Recorded information →
☆ ☆ ☆ ☆ ☆

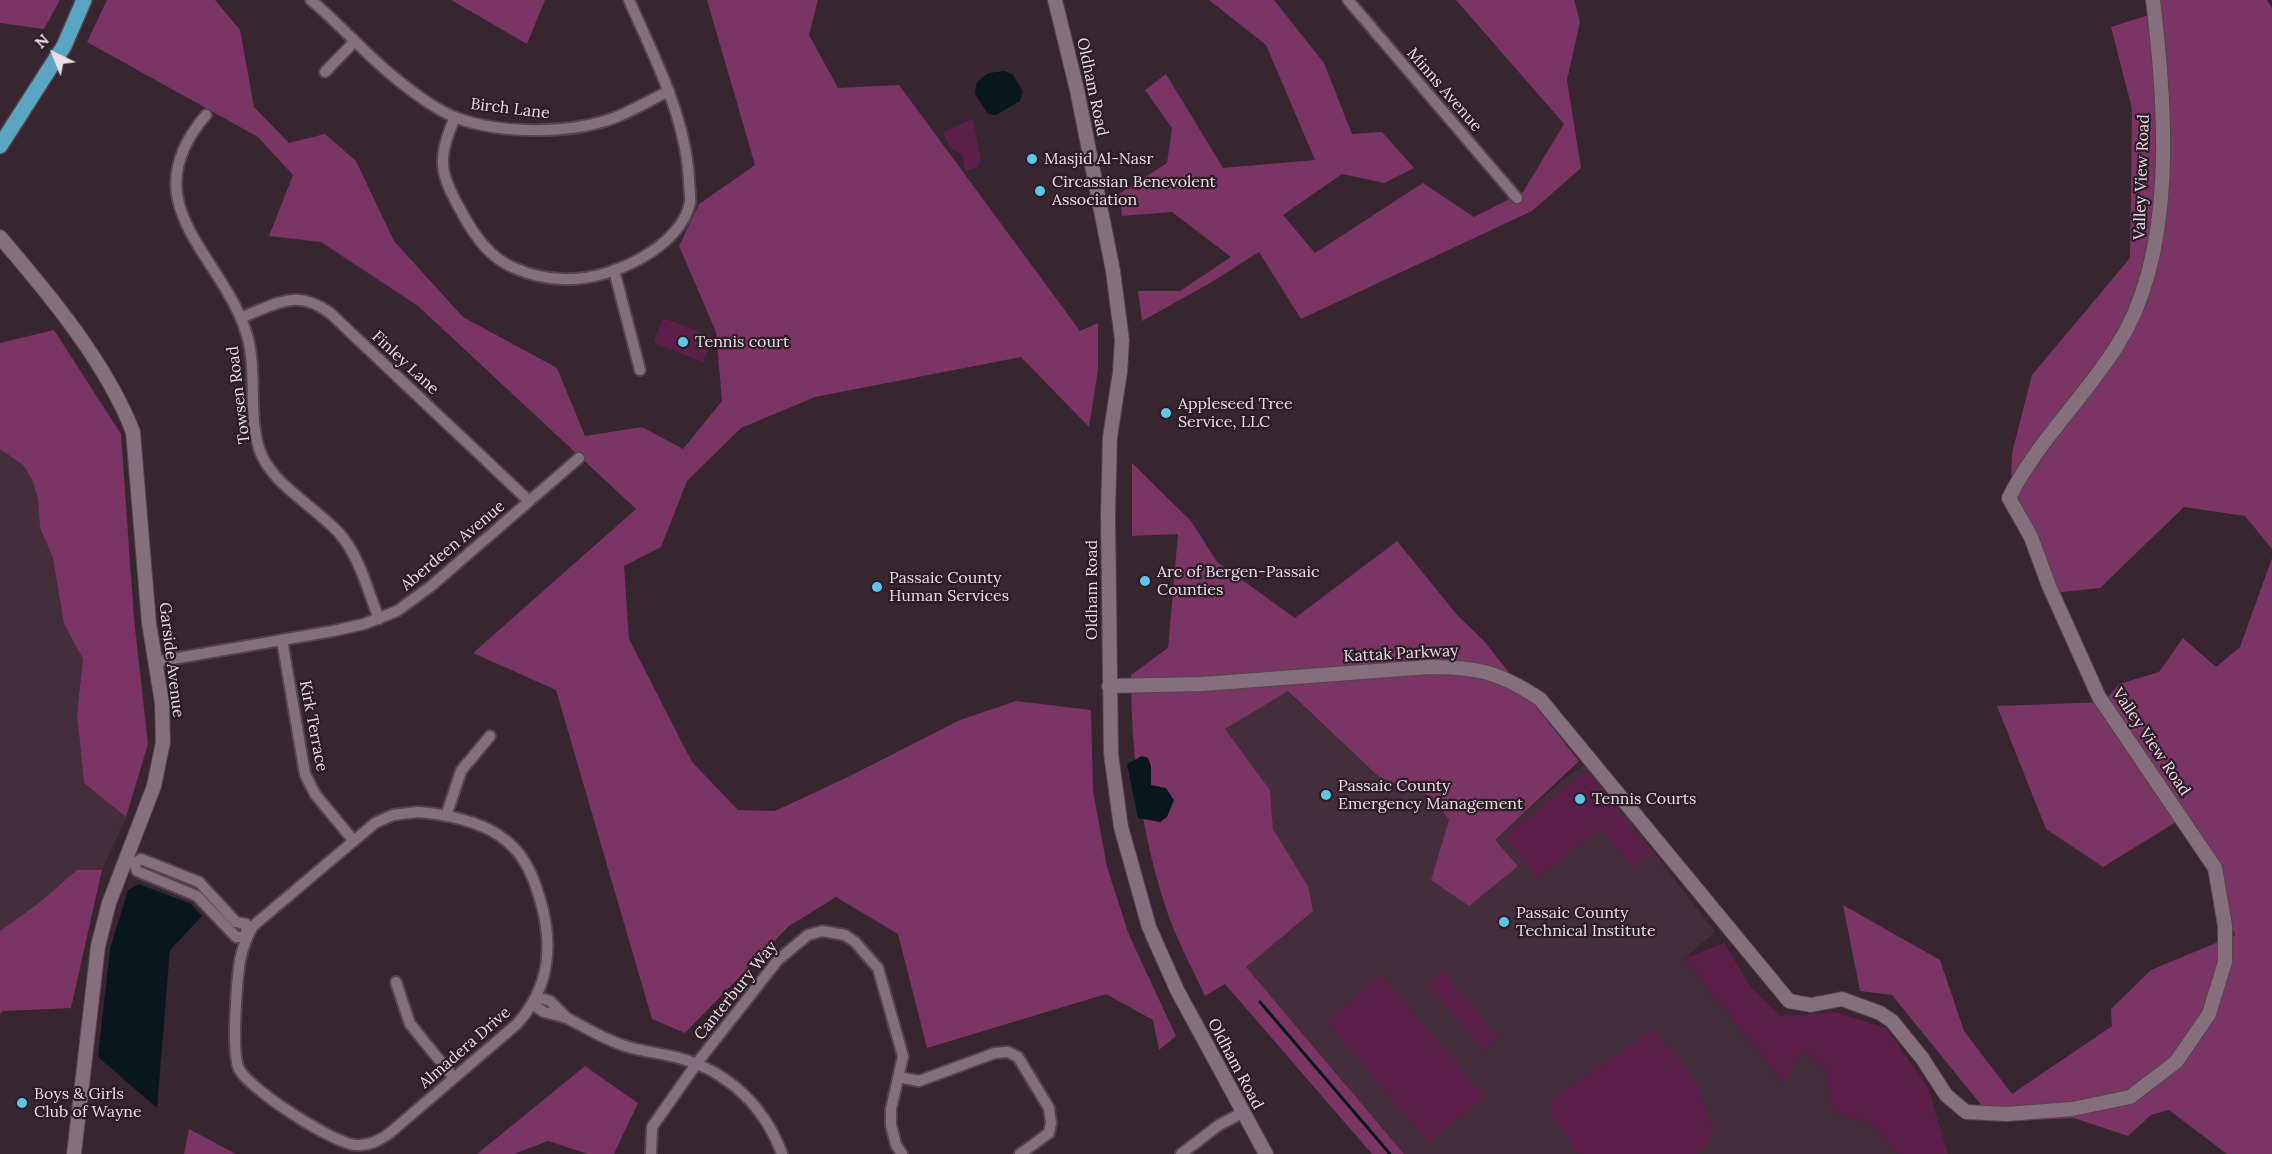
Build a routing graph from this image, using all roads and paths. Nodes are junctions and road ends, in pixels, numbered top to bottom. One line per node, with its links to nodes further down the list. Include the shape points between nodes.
1 (84, 0): 12 (main road, via 64,46)
2 (310, 0): 7 (street, Birch Lane)
3 (629, 0): 9 (street)
4 (1055, 0): 23 (street, Oldham Road, via 1113,271 1122,340 1110,436)
5 (1348, 0): 13 (street, Minns Avenue)
6 (2153, 0): 30 (street, Valley View Road, via 2162,141 2159,221 2148,280 2118,345 2009,498 2031,537 2099,697 2215,868 2225,926 2225,962 2209,1014 2176,1062 2130,1097 2072,1109 1976,1113 1966,1112 1946,1095 1922,1058 1887,1017 1842,999)
7 (355, 41): 8 (street); 11 (street, Birch Lane, via 388,72)
8 (325, 72)
9 (669, 91): 11 (street, Birch Lane, via 612,119 566,130 520,129); 15 (street, via 688,159 690,203 676,230 655,251)
10 (206, 115): 16 (street, Towsen Road, via 182,155 177,178 179,204 186,228)
11 (455, 117): 15 (street, via 442,162 444,180 469,226 488,249 510,266 546,278 572,279)
12 (0, 146)
13 (1517, 198)
14 (0, 237): 22 (street, Garside Avenue, via 74,331 120,402 133,432 148,623)
15 (615, 270): 17 (street)
16 (242, 317): 19 (street, Finley Lane, via 289,299 315,302); 20 (street, Towsen Road, via 252,362 256,431 262,456 274,473 344,539)
17 (640, 370)
18 (579, 458): 19 (street, Aberdeen Avenue)
19 (529, 501): 20 (street, Aberdeen Avenue, via 409,604)
20 (379, 619): 21 (street, Aberdeen Avenue)
21 (282, 640): 22 (street, Aberdeen Avenue); 26 (street, Kirk Terrace, via 305,774 315,794)
22 (155, 662): 27 (street, Garside Avenue, via 163,742 154,786)
23 (1109, 686): 30 (street, Kattak Parkway, via 1202,684 1429,666 1467,667 1496,674 1540,699 1783,996 1798,1005); 35 (street, Oldham Road, via 1114,789 1128,860 1149,927 1177,990)
24 (490, 736): 25 (street, via 461,771)
25 (446, 816): 26 (street, Almadera Drive, via 417,812 393,815); 31 (street, Almadera Drive, via 501,836 531,872 549,933 545,972)
26 (353, 840): 28 (street, Almadera Drive, via 264,916)
27 (129, 861): 28 (street, via 136,872 197,896 236,938); 36 (street, Garside Avenue, via 109,903 98,946)
28 (247, 937): 34 (street, Almadera Drive, via 240,962 235,1053 243,1076 256,1088 333,1137 355,1145 383,1139)
29 (396, 982): 34 (street, via 410,1024)
30 (1832, 999)
31 (534, 1000): 32 (street, via 535,1006 544,1012 567,1018 622,1045); 34 (street, Almadera Drive, via 517,1024)
32 (697, 1063): 33 (street, Canterbury Way, via 778,960 808,935 834,931 855,942 878,968 903,1056); 37 (street, Canterbury Way, via 651,1127); 38 (street, via 748,1098 765,1118)
33 (898, 1077): 39 (street, Canterbury Way, via 891,1125); 40 (street, via 919,1081 995,1053 1008,1052 1018,1057 1048,1108 1052,1123 1049,1133)
34 (454, 1078)
35 (1242, 1113): 41 (street); 42 (street, Oldham Road)
36 (74, 1154)
37 (651, 1154)
38 (783, 1154)
39 (902, 1154)
40 (1020, 1154)
41 (1181, 1154)
42 (1266, 1154)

☆ ☆ ☆ ☆ ☆

Task objective → Lines containing the string "Almadera" are the ones to copy from the entries above.

Exercise solution →
25 (446, 816): 26 (street, Almadera Drive, via 417,812 393,815); 31 (street, Almadera Drive, via 501,836 531,872 549,933 545,972)
26 (353, 840): 28 (street, Almadera Drive, via 264,916)
28 (247, 937): 34 (street, Almadera Drive, via 240,962 235,1053 243,1076 256,1088 333,1137 355,1145 383,1139)
31 (534, 1000): 32 (street, via 535,1006 544,1012 567,1018 622,1045); 34 (street, Almadera Drive, via 517,1024)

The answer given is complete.